▸ WHAT THIS TASK INVOLVES: Each line below must be reproduced exactly as it stands. Pictures stay out of the copy.

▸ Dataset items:
════════════════

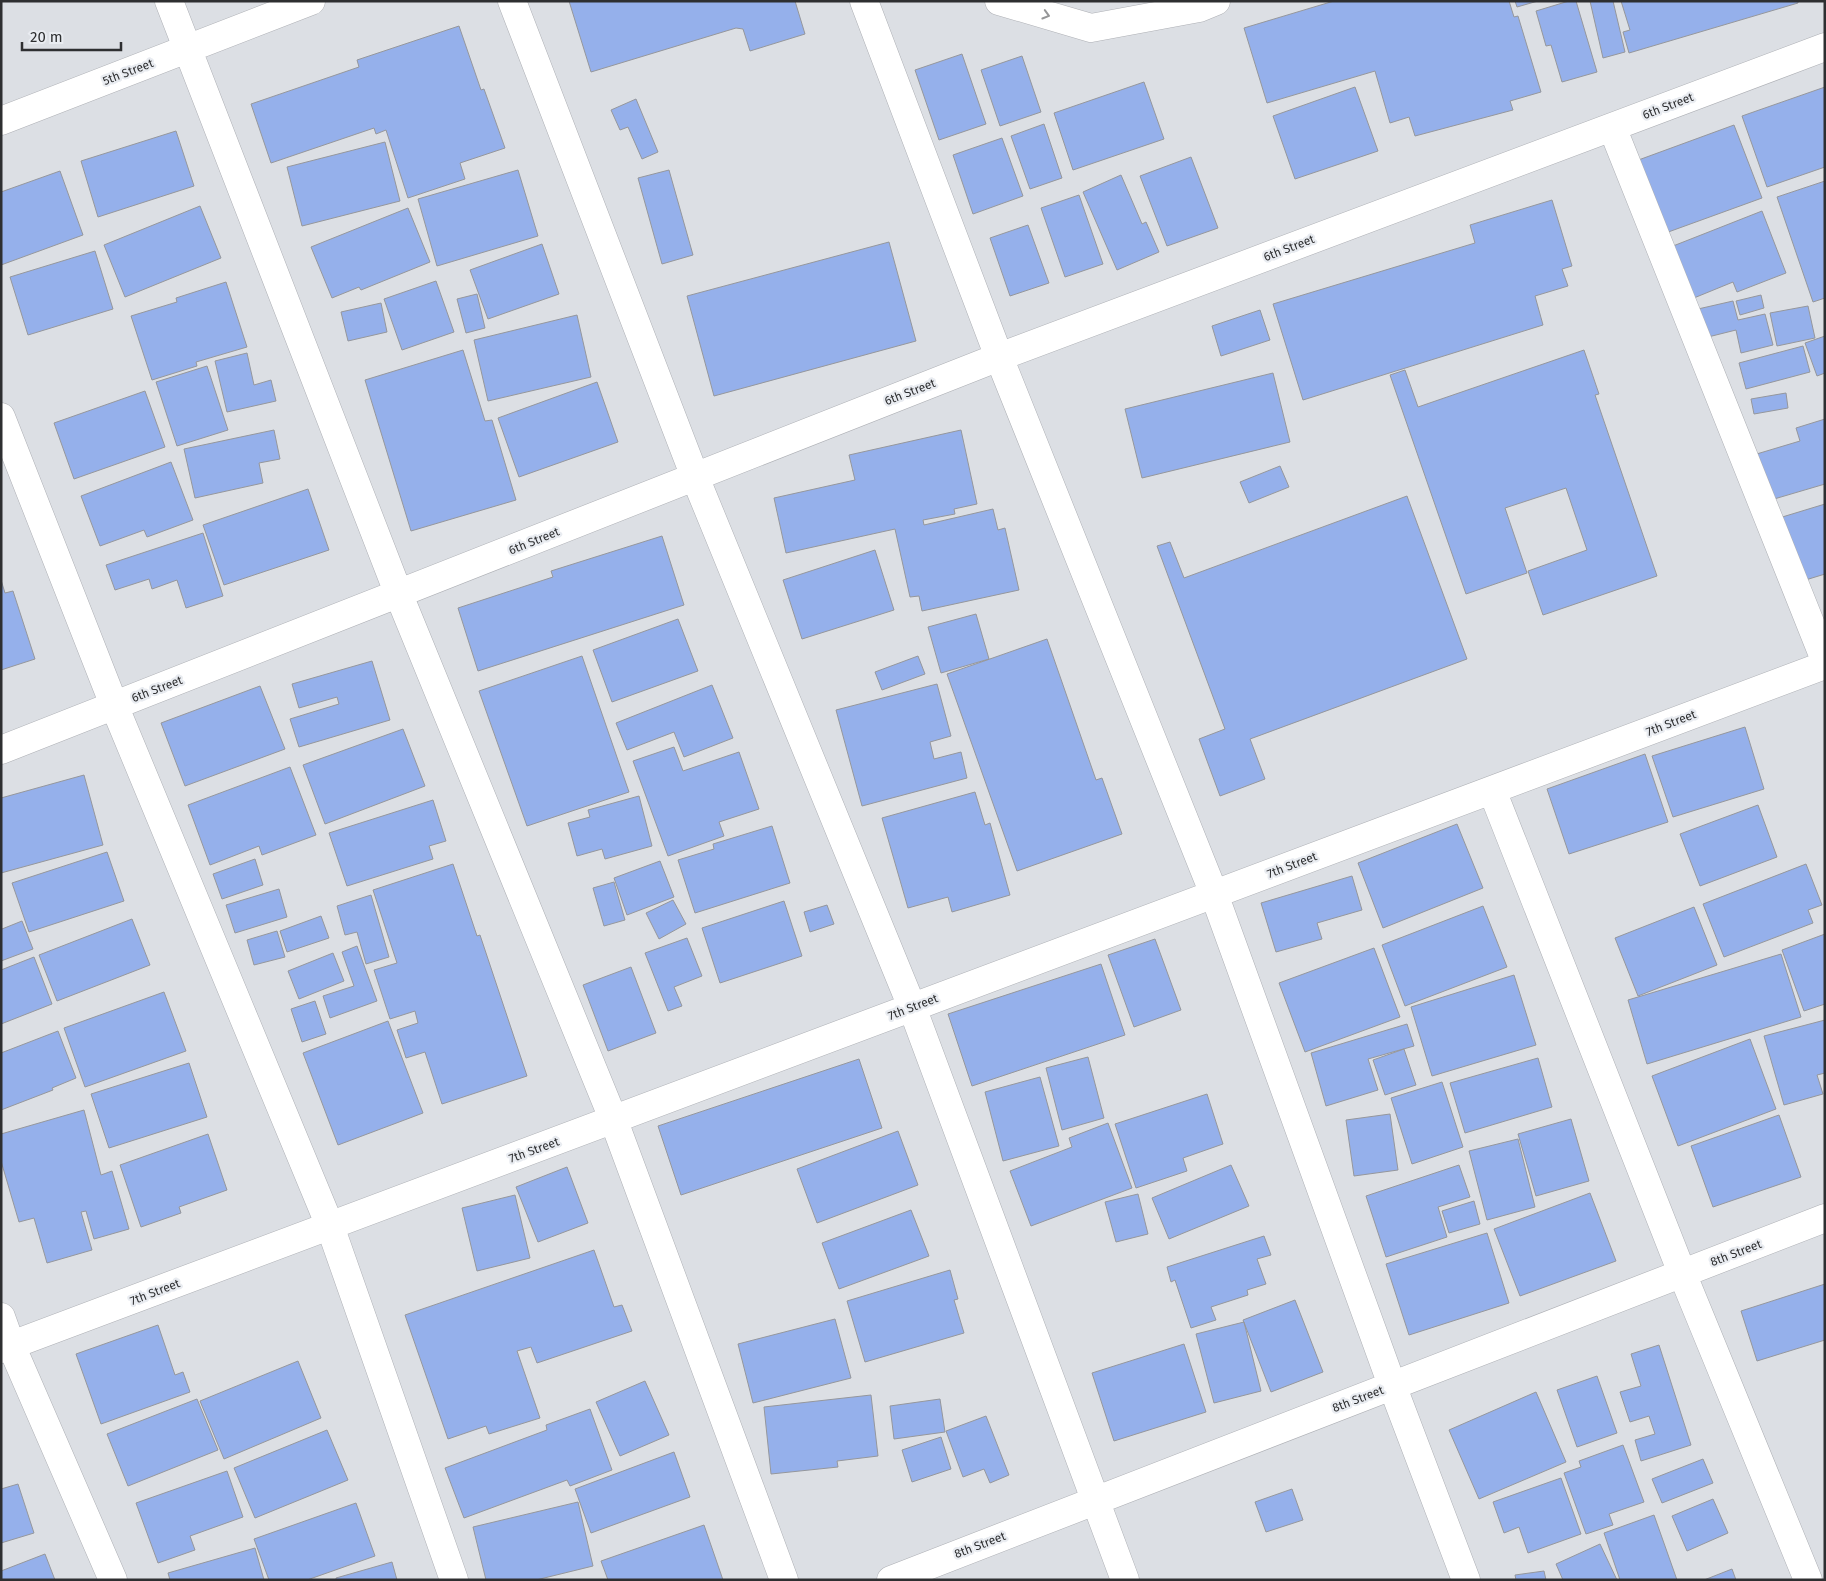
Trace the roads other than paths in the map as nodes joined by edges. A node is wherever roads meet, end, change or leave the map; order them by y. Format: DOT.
graph roads {
  1 [pos="169,1"];
  2 [pos="311,1"];
  3 [pos="512,1"];
  4 [pos="864,1"];
  5 [pos="999,1"];
  6 [pos="1216,1"];
  7 [pos="1825,47"];
  8 [pos="188,50"];
  9 [pos="1,121"];
  10 [pos="1612,127"];
  11 [pos="999,357"];
  12 [pos="1,417"];
  13 [pos="695,477"];
  14 [pos="399,594"];
  15 [pos="1825,660"];
  16 [pos="1825,665"];
  17 [pos="114,705"];
  18 [pos="1,750"];
  19 [pos="1492,790"];
  20 [pos="1214,894"];
  21 [pos="912,1007"];
  22 [pos="614,1121"];
  23 [pos="1825,1218"];
  24 [pos="330,1226"];
  25 [pos="1682,1273"];
  26 [pos="1,1316"];
  27 [pos="6,1347"];
  28 [pos="1392,1385"];
  29 [pos="1094,1500"];
  30 [pos="113,1580"];
  31 [pos="454,1580"];
  32 [pos="784,1580"];
  33 [pos="891,1580"];
  34 [pos="1126,1580"];
  35 [pos="1466,1580"];
  36 [pos="1808,1580"];
  1 -- 8 [label="street"];
  2 -- 8 [label="street, 5th Street"];
  3 -- 13 [label="street"];
  4 -- 11 [label="street"];
  5 -- 6 [label="street, one-way"];
  7 -- 10 [label="street, 6th Street"];
  8 -- 9 [label="street, 5th Street"];
  8 -- 14 [label="street"];
  10 -- 11 [label="street, 6th Street"];
  10 -- 15 [label="street"];
  11 -- 13 [label="street, 6th Street"];
  11 -- 20 [label="street"];
  12 -- 17 [label="street"];
  13 -- 14 [label="street, 6th Street"];
  13 -- 21 [label="street"];
  14 -- 17 [label="street, 6th Street"];
  14 -- 22 [label="street"];
  16 -- 19 [label="street, 7th Street"];
  17 -- 18 [label="street, 6th Street"];
  17 -- 24 [label="street"];
  19 -- 20 [label="street, 7th Street"];
  19 -- 25 [label="street"];
  20 -- 21 [label="street, 7th Street"];
  20 -- 28 [label="street"];
  21 -- 22 [label="street, 7th Street"];
  21 -- 29 [label="street"];
  22 -- 24 [label="street, 7th Street"];
  22 -- 32 [label="street"];
  23 -- 25 [label="street, 8th Street"];
  24 -- 27 [label="street, 7th Street"];
  24 -- 31 [label="street"];
  25 -- 28 [label="street, 8th Street"];
  25 -- 36 [label="street"];
  26 -- 27 [label="street"];
  27 -- 30 [label="street"];
  28 -- 29 [label="street, 8th Street"];
  28 -- 35 [label="street"];
  29 -- 33 [label="street, 8th Street"];
  29 -- 34 [label="street"];
}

════════════════

▸ SOLUTION BELOW:
Trace the roads other than paths in the map as nodes joined by edges. A node is wherever roads meet, end, change or leave the map; order them by y. Format: DOT.
graph roads {
  1 [pos="169,1"];
  2 [pos="311,1"];
  3 [pos="512,1"];
  4 [pos="864,1"];
  5 [pos="999,1"];
  6 [pos="1216,1"];
  7 [pos="1825,47"];
  8 [pos="188,50"];
  9 [pos="1,121"];
  10 [pos="1612,127"];
  11 [pos="999,357"];
  12 [pos="1,417"];
  13 [pos="695,477"];
  14 [pos="399,594"];
  15 [pos="1825,660"];
  16 [pos="1825,665"];
  17 [pos="114,705"];
  18 [pos="1,750"];
  19 [pos="1492,790"];
  20 [pos="1214,894"];
  21 [pos="912,1007"];
  22 [pos="614,1121"];
  23 [pos="1825,1218"];
  24 [pos="330,1226"];
  25 [pos="1682,1273"];
  26 [pos="1,1316"];
  27 [pos="6,1347"];
  28 [pos="1392,1385"];
  29 [pos="1094,1500"];
  30 [pos="113,1580"];
  31 [pos="454,1580"];
  32 [pos="784,1580"];
  33 [pos="891,1580"];
  34 [pos="1126,1580"];
  35 [pos="1466,1580"];
  36 [pos="1808,1580"];
  1 -- 8 [label="street"];
  2 -- 8 [label="street, 5th Street"];
  3 -- 13 [label="street"];
  4 -- 11 [label="street"];
  5 -- 6 [label="street, one-way"];
  7 -- 10 [label="street, 6th Street"];
  8 -- 9 [label="street, 5th Street"];
  8 -- 14 [label="street"];
  10 -- 11 [label="street, 6th Street"];
  10 -- 15 [label="street"];
  11 -- 13 [label="street, 6th Street"];
  11 -- 20 [label="street"];
  12 -- 17 [label="street"];
  13 -- 14 [label="street, 6th Street"];
  13 -- 21 [label="street"];
  14 -- 17 [label="street, 6th Street"];
  14 -- 22 [label="street"];
  16 -- 19 [label="street, 7th Street"];
  17 -- 18 [label="street, 6th Street"];
  17 -- 24 [label="street"];
  19 -- 20 [label="street, 7th Street"];
  19 -- 25 [label="street"];
  20 -- 21 [label="street, 7th Street"];
  20 -- 28 [label="street"];
  21 -- 22 [label="street, 7th Street"];
  21 -- 29 [label="street"];
  22 -- 24 [label="street, 7th Street"];
  22 -- 32 [label="street"];
  23 -- 25 [label="street, 8th Street"];
  24 -- 27 [label="street, 7th Street"];
  24 -- 31 [label="street"];
  25 -- 28 [label="street, 8th Street"];
  25 -- 36 [label="street"];
  26 -- 27 [label="street"];
  27 -- 30 [label="street"];
  28 -- 29 [label="street, 8th Street"];
  28 -- 35 [label="street"];
  29 -- 33 [label="street, 8th Street"];
  29 -- 34 [label="street"];
}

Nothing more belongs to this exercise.